The use of biometrics in the authentication or identification of individuals is gaining traction in recent years, in particular given the advance in facial recognition and image processing techniques. An application for which such use can be readily adopted is the identification or registration of passengers, particularly in airports, where there are already self-serve kiosks where passengers can complete other functions such as checking into flights, printing boarding passes, or printing baggage tags. With the advance of computing and camera technologies, facial biometric verification also increasingly may be used in other scenarios, such as building access control.

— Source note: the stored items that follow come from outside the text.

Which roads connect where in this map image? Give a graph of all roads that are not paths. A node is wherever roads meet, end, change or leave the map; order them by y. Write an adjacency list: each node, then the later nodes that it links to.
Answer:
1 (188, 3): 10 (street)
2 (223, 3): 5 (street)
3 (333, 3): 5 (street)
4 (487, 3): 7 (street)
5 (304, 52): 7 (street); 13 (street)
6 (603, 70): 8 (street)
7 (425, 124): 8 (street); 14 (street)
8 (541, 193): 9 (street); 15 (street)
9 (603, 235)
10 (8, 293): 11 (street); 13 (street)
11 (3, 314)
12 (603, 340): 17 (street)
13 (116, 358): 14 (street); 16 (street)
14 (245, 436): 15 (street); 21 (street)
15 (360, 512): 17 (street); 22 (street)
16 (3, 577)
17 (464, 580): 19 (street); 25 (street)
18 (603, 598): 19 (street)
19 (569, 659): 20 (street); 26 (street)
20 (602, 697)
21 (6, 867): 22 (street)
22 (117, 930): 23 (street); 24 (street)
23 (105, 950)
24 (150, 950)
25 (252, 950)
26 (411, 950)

In a facial biometric identification system, an image of a person's face is captured, analysed and compared with a database of registered faces to determine whether there is a match. Based on the result of this determination the system ascertains the identity of the person. However, the acquisition process whereby the facial image is captured may introduce distortions into the captured image, resulting in the captured facial image being a distorted presentation of the person's face. Some existing algorithms which make the biometric matching determination are designed to deal with intrinsic distortions such as lens distortions. However, the algorithms do not handle perspective distortions well, and their performance degrades when they operate on input images that include perspective distortions but need to match these images with undistorted reference images such as passport photos. It is possible to improve the performances of biometric matching algorithms which utilise machine-learning techniques, in handling images with perspective distortions, but this improvement requires that useful training data to be available. However, currently available data providing information regarding the amounts of distortion in images and the distances at which the images are acquired, is limited. An example is the Caltech Multi-Distance Portrait (CMDP) dataset which includes frontal portraits of 53 individuals, where multiple portraits are taken of each individual with the camera positioned at different distances from the person. The limited availability of data of this type impacts the ability to train and improve machine-learning based facial recognition or biometric matching algorithms.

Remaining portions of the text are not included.